**What is required**
Read the records below and copy each line that contains "Cajon".

**Data for this exercise**
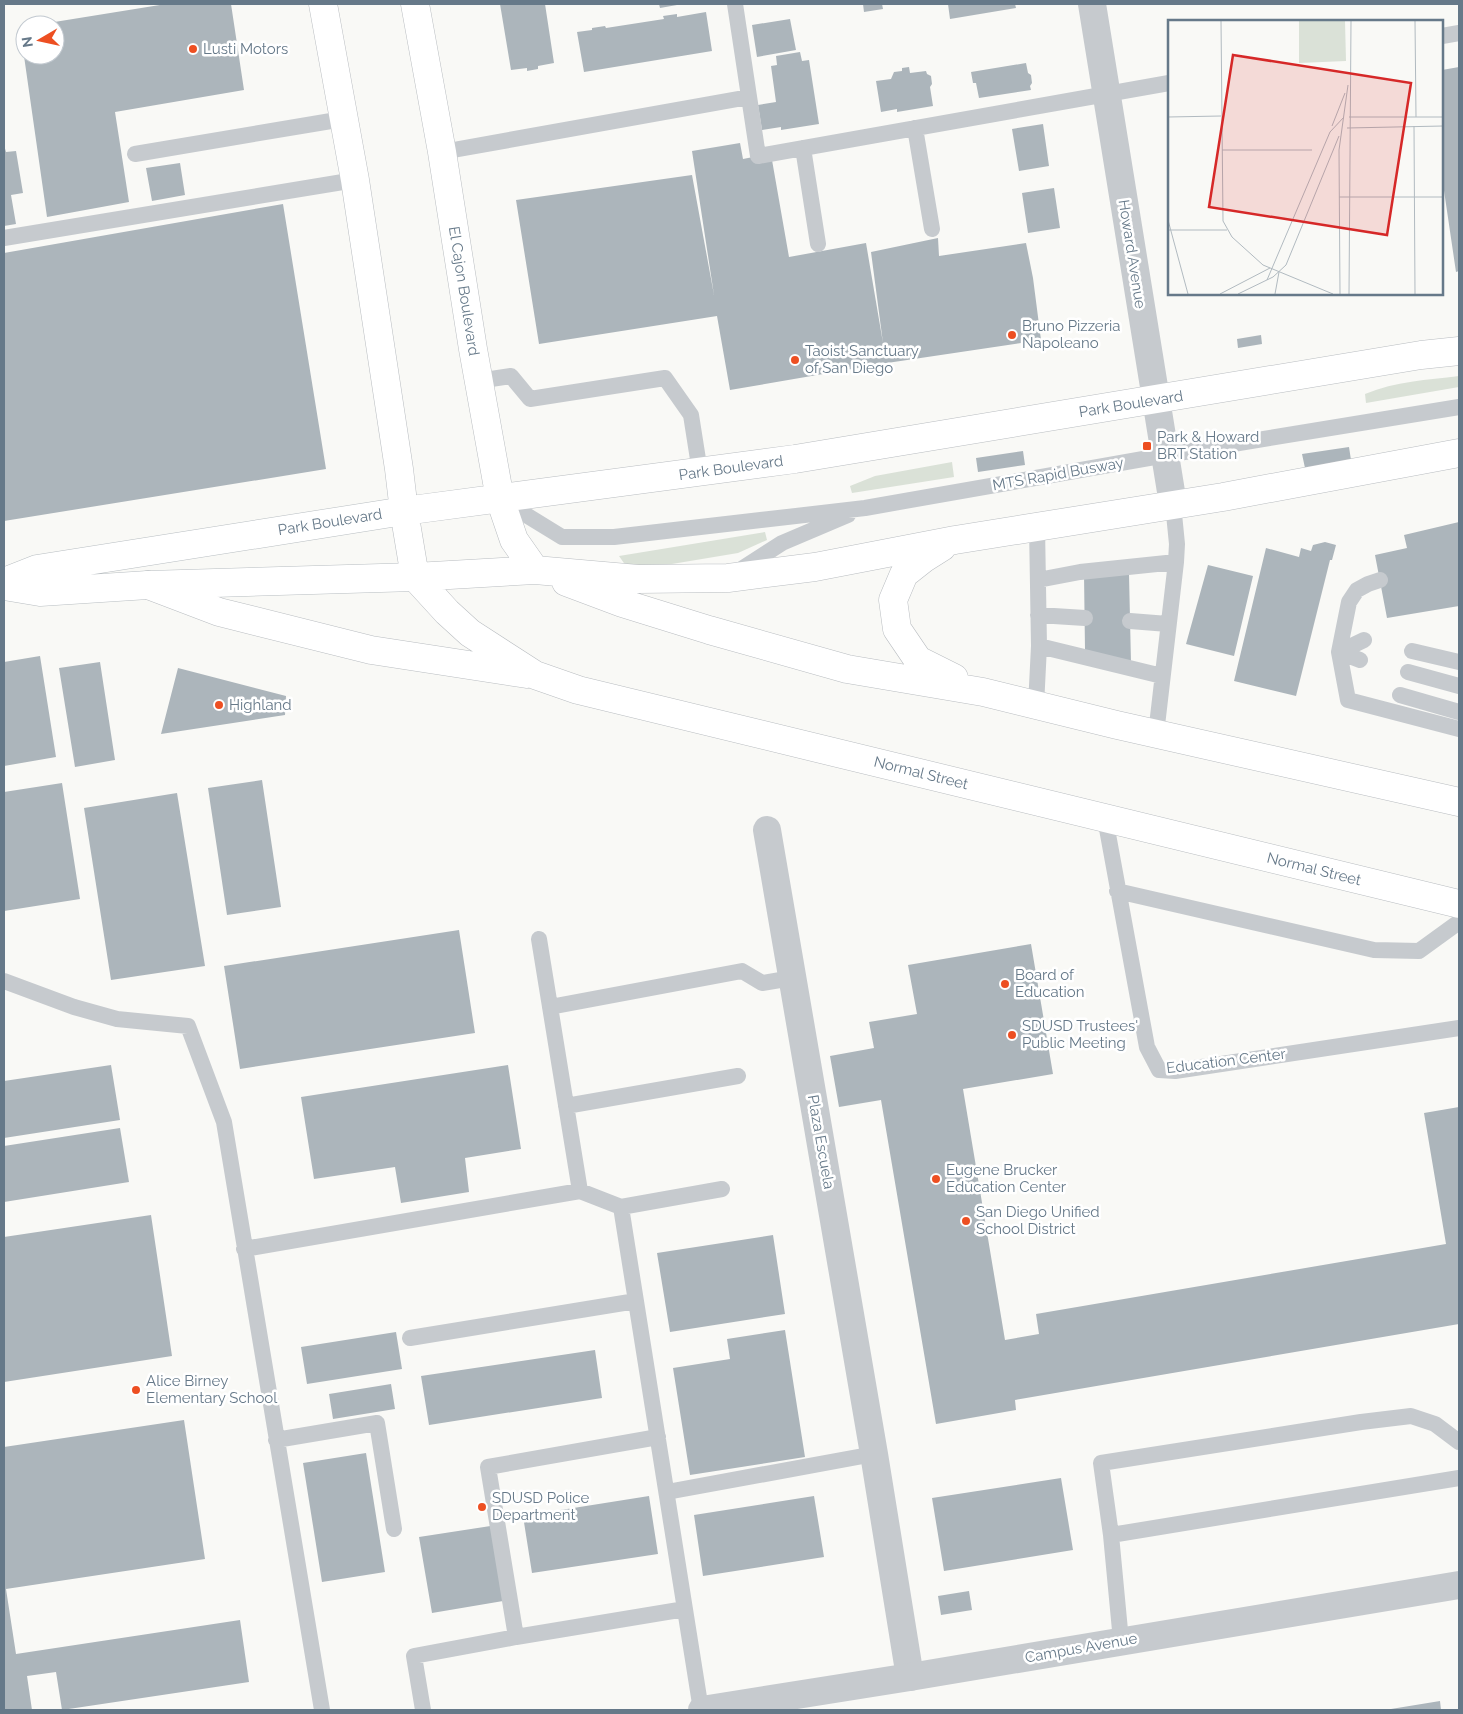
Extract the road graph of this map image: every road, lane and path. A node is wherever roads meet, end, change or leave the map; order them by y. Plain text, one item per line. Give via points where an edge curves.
1 (323, 4) edge
2 (415, 4) edge
3 (735, 4) edge
4 (1092, 4) edge
5 (1459, 33) edge
6 (1443, 36) edge
7 (1168, 83) edge
8 (1107, 94) junction
9 (749, 97) junction
10 (343, 119) junction
11 (916, 128) junction
12 (803, 148) junction
13 (442, 152) junction
14 (135, 154) dead end
15 (355, 180) junction
16 (932, 229) dead end
17 (4, 238) edge
18 (818, 244) dead end
19 (1459, 351) edge
20 (478, 380) junction
21 (1156, 400) junction
22 (1459, 407) edge
23 (1459, 453) edge
24 (1166, 455) junction
25 (700, 472) junction
26 (500, 499) junction
27 (1174, 504) junction
28 (865, 508) junction
29 (404, 511) junction
30 (1037, 526) junction
31 (955, 540) junction
32 (1176, 562) junction
33 (535, 570) junction
34 (415, 577) junction
35 (728, 578) junction
36 (1038, 580) junction
37 (1380, 580) dead end
38 (4, 582) edge
39 (148, 585) junction
40 (4, 586) edge
41 (1038, 615) junction
42 (1085, 618) dead end
43 (1130, 621) dead end
44 (1168, 624) junction
45 (1364, 640) dead end
46 (1039, 646) junction
47 (1412, 651) dead end
48 (1339, 652) junction
49 (1360, 660) dead end
50 (1459, 662) edge
51 (1408, 672) dead end
52 (535, 675) junction
53 (1162, 676) junction
54 (1355, 683) dead end
55 (1459, 686) edge
56 (982, 692) junction
57 (1400, 695) dead end
58 (1036, 706) junction
59 (1459, 712) edge
60 (1459, 728) edge
61 (1156, 734) junction
62 (1459, 802) edge
63 (1105, 818) junction
64 (767, 830) dead end
65 (1117, 891) junction
66 (1459, 904) edge
67 (1459, 922) edge
68 (539, 939) dead end
69 (792, 978) junction
70 (4, 981) edge
71 (550, 1007) junction
72 (1459, 1028) edge
73 (738, 1076) dead end
74 (566, 1106) junction
75 (722, 1189) dead end
76 (580, 1191) junction
77 (622, 1207) junction
78 (244, 1249) junction
79 (636, 1301) junction
80 (410, 1338) dead end
81 (658, 1437) junction
82 (276, 1440) junction
83 (1459, 1442) edge
84 (874, 1454) junction
85 (1459, 1478) edge
86 (666, 1492) junction
87 (394, 1529) dead end
88 (1111, 1535) junction
89 (1459, 1585) edge
90 (685, 1609) junction
91 (516, 1636) junction
92 (1121, 1641) junction
93 (910, 1677) junction
94 (322, 1710) edge
95 (423, 1710) edge
96 (701, 1710) edge

1 - 10 main road
2 - 13 main road, El Cajon Boulevard
3 - 9 lane
4 - 8 street, Howard Avenue
5 - 6 lane
7 - 8 lane
8 - 11 lane
8 - 21 street, Howard Avenue
9 - 12 lane via 758,156
9 - 13 lane
10 - 14 lane
10 - 15 main road
11 - 12 lane
11 - 16 lane
12 - 18 lane
13 - 20 main road, El Cajon Boulevard
15 - 17 lane
15 - 29 main road
19 - 21 main road, Park Boulevard
20 - 25 lane via 511,376 530,399 665,378 691,415
20 - 26 main road, El Cajon Boulevard
21 - 24 street, Howard Avenue
21 - 25 main road, Park Boulevard via 805,458
22 - 24 lane, MTS Rapid Busway
23 - 27 main road
24 - 27 street, Howard Avenue
24 - 28 lane, MTS Rapid Busway
25 - 26 main road, Park Boulevard
26 - 28 lane, MTS Rapid Busway via 562,537 614,537
26 - 29 main road, Park Boulevard
26 - 33 main road, El Cajon Boulevard via 514,540
27 - 30 main road
27 - 32 lane
28 - 35 lane, MTS Rapid Busway via 782,543
29 - 34 main road
29 - 38 main road, Park Boulevard via 37,569
30 - 31 main road
30 - 36 lane
31 - 35 main road via 815,567
31 - 56 main road via 904,574 893,600 897,629 918,660
32 - 36 lane via 1080,572
32 - 44 lane
33 - 34 main road
33 - 35 main road via 638,578
33 - 56 main road via 622,603 847,669
34 - 39 main road
34 - 52 main road, Normal Street via 470,633
36 - 41 lane
37 - 48 lane via 1357,590 1349,602
39 - 40 main road via 40,592
39 - 52 main road via 219,612 371,650
41 - 42 lane
41 - 46 lane
43 - 44 lane
44 - 53 lane
45 - 48 lane
46 - 53 lane
46 - 58 lane
47 - 50 lane
48 - 49 lane
48 - 54 lane
48 - 60 lane via 1348,700
51 - 55 lane
52 - 63 main road, Normal Street via 578,690
53 - 61 lane
56 - 58 main road
57 - 59 lane
58 - 61 main road
61 - 62 main road
63 - 65 lane, Education Center
63 - 66 main road, Normal Street
64 - 69 street, Plaza Escuela
65 - 67 lane via 1374,950 1419,951
65 - 72 lane, Education Center via 1147,1047 1159,1070 1175,1071
68 - 71 lane
69 - 71 lane via 762,983 742,971
69 - 84 street, Plaza Escuela
70 - 78 lane via 117,1019 188,1026 224,1122
71 - 74 lane
73 - 74 lane
74 - 76 lane
75 - 77 lane
76 - 77 lane
76 - 78 lane
77 - 79 lane
78 - 82 lane
79 - 80 lane
79 - 81 lane
81 - 86 lane
81 - 91 lane via 488,1467
82 - 87 lane via 378,1423
82 - 94 lane
83 - 88 lane via 1436,1424 1411,1416 1100,1463
84 - 86 lane
84 - 93 street, Plaza Escuela
85 - 88 lane
86 - 90 lane
88 - 92 lane
89 - 92 street, Campus Avenue
90 - 91 lane
90 - 96 lane
91 - 95 lane via 414,1656
92 - 93 street, Campus Avenue
93 - 96 street, Campus Avenue

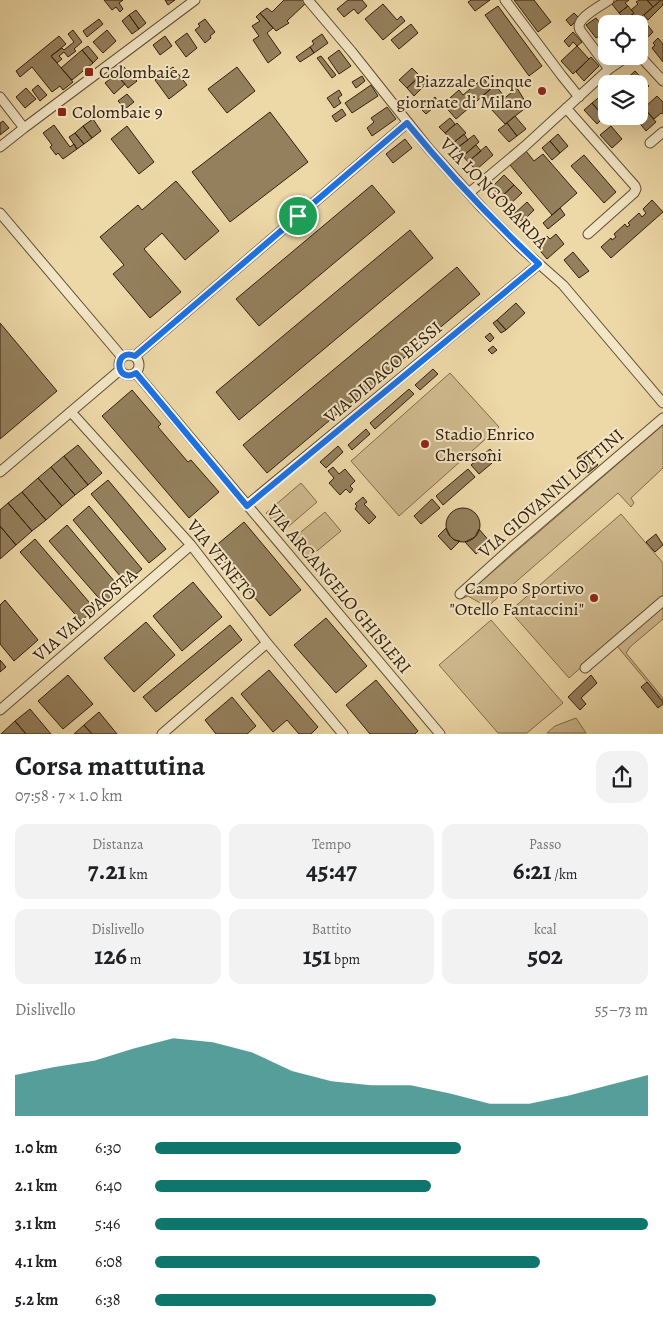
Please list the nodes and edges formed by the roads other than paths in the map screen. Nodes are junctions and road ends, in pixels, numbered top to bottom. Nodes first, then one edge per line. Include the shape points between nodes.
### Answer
1 (195, 0) edge
2 (308, 0) edge
3 (505, 0) edge
4 (609, 0) edge
5 (615, 65) edge
6 (648, 65) edge
7 (609, 69) junction
8 (663, 81) edge
9 (0, 97) edge
10 (579, 97) junction
11 (566, 108) junction
12 (407, 123) junction
13 (24, 128) junction
14 (663, 132) edge
15 (650, 143) dead end
16 (0, 147) edge
17 (469, 193) junction
18 (0, 213) edge
19 (588, 234) dead end
20 (539, 264) junction
21 (135, 356) junction
22 (122, 357) junction
23 (120, 370) junction
24 (136, 373) junction
25 (663, 403) edge
26 (70, 412) junction
27 (663, 418) edge
28 (0, 472) edge
29 (247, 506) junction
30 (191, 545) junction
31 (460, 594) dead end
32 (663, 601) edge
33 (267, 643) junction
34 (585, 668) dead end
35 (0, 710) edge
36 (339, 732) edge
37 (162, 734) edge
38 (440, 734) edge

1 - 13 street
2 - 12 street, VIA LONGOBARDA
3 - 10 street
4 - 7 street via 581,20 579,26
5 - 7 street
6 - 8 street
7 - 10 street
9 - 13 street
10 - 11 street
11 - 17 street
11 - 19 street via 636,188
12 - 17 street, VIA LONGOBARDA
12 - 21 street
13 - 16 street
14 - 15 street
17 - 20 street, VIA LONGOBARDA
18 - 22 street
20 - 25 street, VIA LONGOBARDA via 563,285
20 - 29 street, VIA DIDACO BESSI
21 - 22 street via 128,354
21 - 24 street via 140,364
22 - 23 street
23 - 24 street via 128,375
23 - 26 street
24 - 29 street, VIA ARCANGELO GHISLERI
26 - 28 street
26 - 30 street, VIA VENETO
27 - 31 street, VIA GIOVANNI LOTTINI
29 - 38 street, VIA ARCANGELO GHISLERI
30 - 33 street, VIA VENETO
30 - 35 street, VIA VAL D'AOSTA
32 - 34 street
33 - 36 street, VIA VENETO
33 - 37 street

**Answer space**
2 - 13 main road, El Cajon Boulevard
13 - 20 main road, El Cajon Boulevard
20 - 26 main road, El Cajon Boulevard
26 - 33 main road, El Cajon Boulevard via 514,540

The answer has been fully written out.